**Problem details**
What is needed is an exact copy of the entries below, with every picture left out.

**Data in this exercise**
━━━

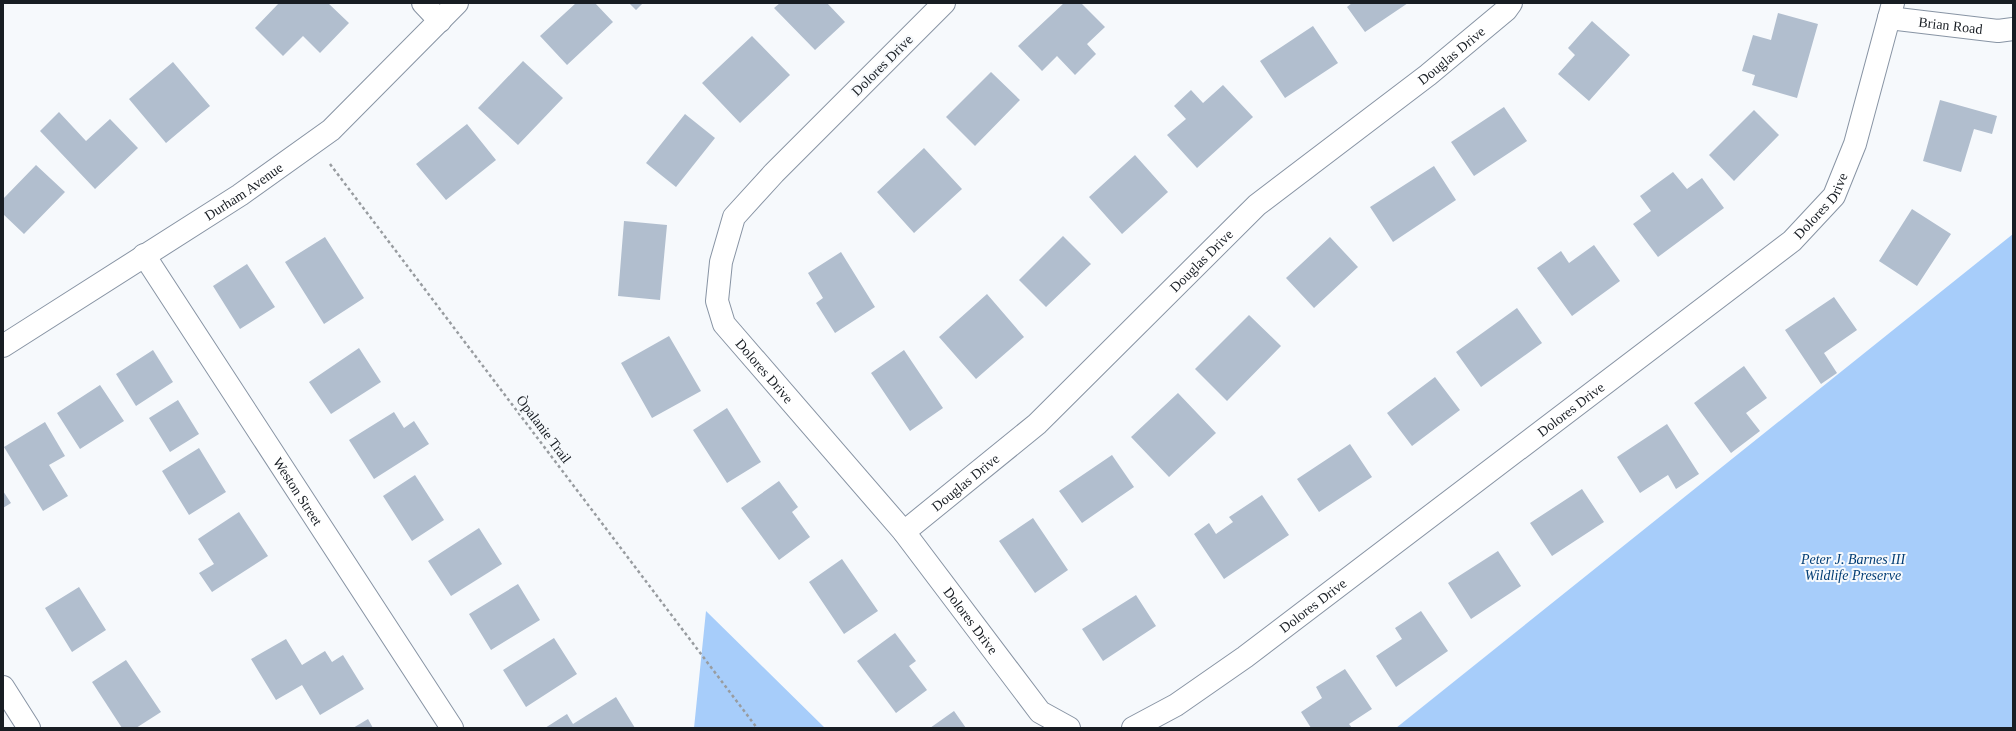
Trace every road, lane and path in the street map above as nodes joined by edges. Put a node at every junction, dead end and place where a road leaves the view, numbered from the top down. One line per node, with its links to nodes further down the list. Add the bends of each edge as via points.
1 (423, 3): 6 (street)
2 (457, 3): 6 (street, Durham Avenue)
3 (1511, 3): 11 (street, Douglas Drive, via 1506,10 1428,75 1257,204 1037,424)
4 (933, 6): 11 (street, Dolores Drive, via 734,217 721,262 717,302 724,324)
5 (1891, 10): 7 (street, Brian Road, via 1998,31); 17 (street, Dolores Drive, via 1855,144 1834,196 1792,241 1245,657 1176,705)
6 (440, 21): 8 (street, Durham Avenue)
7 (2013, 29)
8 (315, 143): 9 (street, Durham Avenue, via 240,195); 15 (path, Òpalanie Trail)
9 (144, 255): 10 (street, Durham Avenue); 14 (street, Weston Street)
10 (3, 346)
11 (904, 532): 16 (street, Dolores Drive, via 1040,712)
12 (3, 687): 13 (street)
13 (29, 728)
14 (452, 728)
15 (757, 728)
16 (1069, 728)
17 (1133, 728)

━━━

**Response to the exercise**
Trace every road, lane and path in the street map above as nodes joined by edges. Put a node at every junction, dead end and place where a road leaves the view, numbered from the top down. One line per node, with its links to nodes further down the list. Add the bends of each edge as via points.
1 (423, 3): 6 (street)
2 (457, 3): 6 (street, Durham Avenue)
3 (1511, 3): 11 (street, Douglas Drive, via 1506,10 1428,75 1257,204 1037,424)
4 (933, 6): 11 (street, Dolores Drive, via 734,217 721,262 717,302 724,324)
5 (1891, 10): 7 (street, Brian Road, via 1998,31); 17 (street, Dolores Drive, via 1855,144 1834,196 1792,241 1245,657 1176,705)
6 (440, 21): 8 (street, Durham Avenue)
7 (2013, 29)
8 (315, 143): 9 (street, Durham Avenue, via 240,195); 15 (path, Òpalanie Trail)
9 (144, 255): 10 (street, Durham Avenue); 14 (street, Weston Street)
10 (3, 346)
11 (904, 532): 16 (street, Dolores Drive, via 1040,712)
12 (3, 687): 13 (street)
13 (29, 728)
14 (452, 728)
15 (757, 728)
16 (1069, 728)
17 (1133, 728)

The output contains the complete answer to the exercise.